=== Begin Enclosure ===
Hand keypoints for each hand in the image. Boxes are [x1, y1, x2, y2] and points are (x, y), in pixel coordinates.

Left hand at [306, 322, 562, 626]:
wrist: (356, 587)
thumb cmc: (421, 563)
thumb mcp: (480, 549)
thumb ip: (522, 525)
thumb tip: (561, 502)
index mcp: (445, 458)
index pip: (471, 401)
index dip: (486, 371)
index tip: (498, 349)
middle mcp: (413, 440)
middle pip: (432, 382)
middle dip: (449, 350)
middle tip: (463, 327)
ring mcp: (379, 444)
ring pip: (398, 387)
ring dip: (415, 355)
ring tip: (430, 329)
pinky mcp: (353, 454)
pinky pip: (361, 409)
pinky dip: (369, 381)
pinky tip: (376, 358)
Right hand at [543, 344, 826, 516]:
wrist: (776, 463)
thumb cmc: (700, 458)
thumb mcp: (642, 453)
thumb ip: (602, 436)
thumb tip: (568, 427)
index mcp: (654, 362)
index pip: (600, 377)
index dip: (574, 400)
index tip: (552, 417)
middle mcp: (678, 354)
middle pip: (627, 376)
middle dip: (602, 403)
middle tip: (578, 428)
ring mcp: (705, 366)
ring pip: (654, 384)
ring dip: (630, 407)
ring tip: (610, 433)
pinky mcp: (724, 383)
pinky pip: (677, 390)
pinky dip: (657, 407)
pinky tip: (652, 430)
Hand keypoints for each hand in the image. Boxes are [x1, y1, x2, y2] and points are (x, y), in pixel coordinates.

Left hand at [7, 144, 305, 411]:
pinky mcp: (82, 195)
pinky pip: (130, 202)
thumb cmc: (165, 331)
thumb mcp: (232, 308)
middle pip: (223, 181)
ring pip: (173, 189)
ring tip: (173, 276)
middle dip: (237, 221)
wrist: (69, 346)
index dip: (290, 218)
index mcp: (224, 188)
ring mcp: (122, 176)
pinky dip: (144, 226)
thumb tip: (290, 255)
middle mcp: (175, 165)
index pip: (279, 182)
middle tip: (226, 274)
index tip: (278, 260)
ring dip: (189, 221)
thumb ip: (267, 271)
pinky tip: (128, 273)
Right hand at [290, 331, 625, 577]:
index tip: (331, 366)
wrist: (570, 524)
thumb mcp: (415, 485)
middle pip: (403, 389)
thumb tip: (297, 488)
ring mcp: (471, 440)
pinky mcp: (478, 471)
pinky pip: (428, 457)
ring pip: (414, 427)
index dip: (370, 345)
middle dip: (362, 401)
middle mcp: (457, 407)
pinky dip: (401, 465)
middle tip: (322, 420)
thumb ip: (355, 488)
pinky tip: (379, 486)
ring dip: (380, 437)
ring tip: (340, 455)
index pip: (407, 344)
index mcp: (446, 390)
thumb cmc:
=== End Enclosure ===
Using only the entries above, output the line with "middle pip: (432, 382)", the line with "index mcp: (654, 362)", and all lines between them, exactly as they stand.

◆ **ANSWER SECTION**
middle pip: (432, 382)
middle dip: (449, 350)
middle tip: (463, 327)
ring mcp: (379, 444)
ring pip: (398, 387)
ring dip: (415, 355)
ring tip: (430, 329)
pinky mcp: (353, 454)
pinky pip: (361, 409)
pinky dip: (369, 381)
pinky tip: (376, 358)
Right hand at [543, 344, 826, 516]:
wrist: (776, 463)
thumb cmc: (700, 458)
thumb mcp: (642, 453)
thumb ip: (602, 436)
thumb tip: (568, 427)
index mcp: (654, 362)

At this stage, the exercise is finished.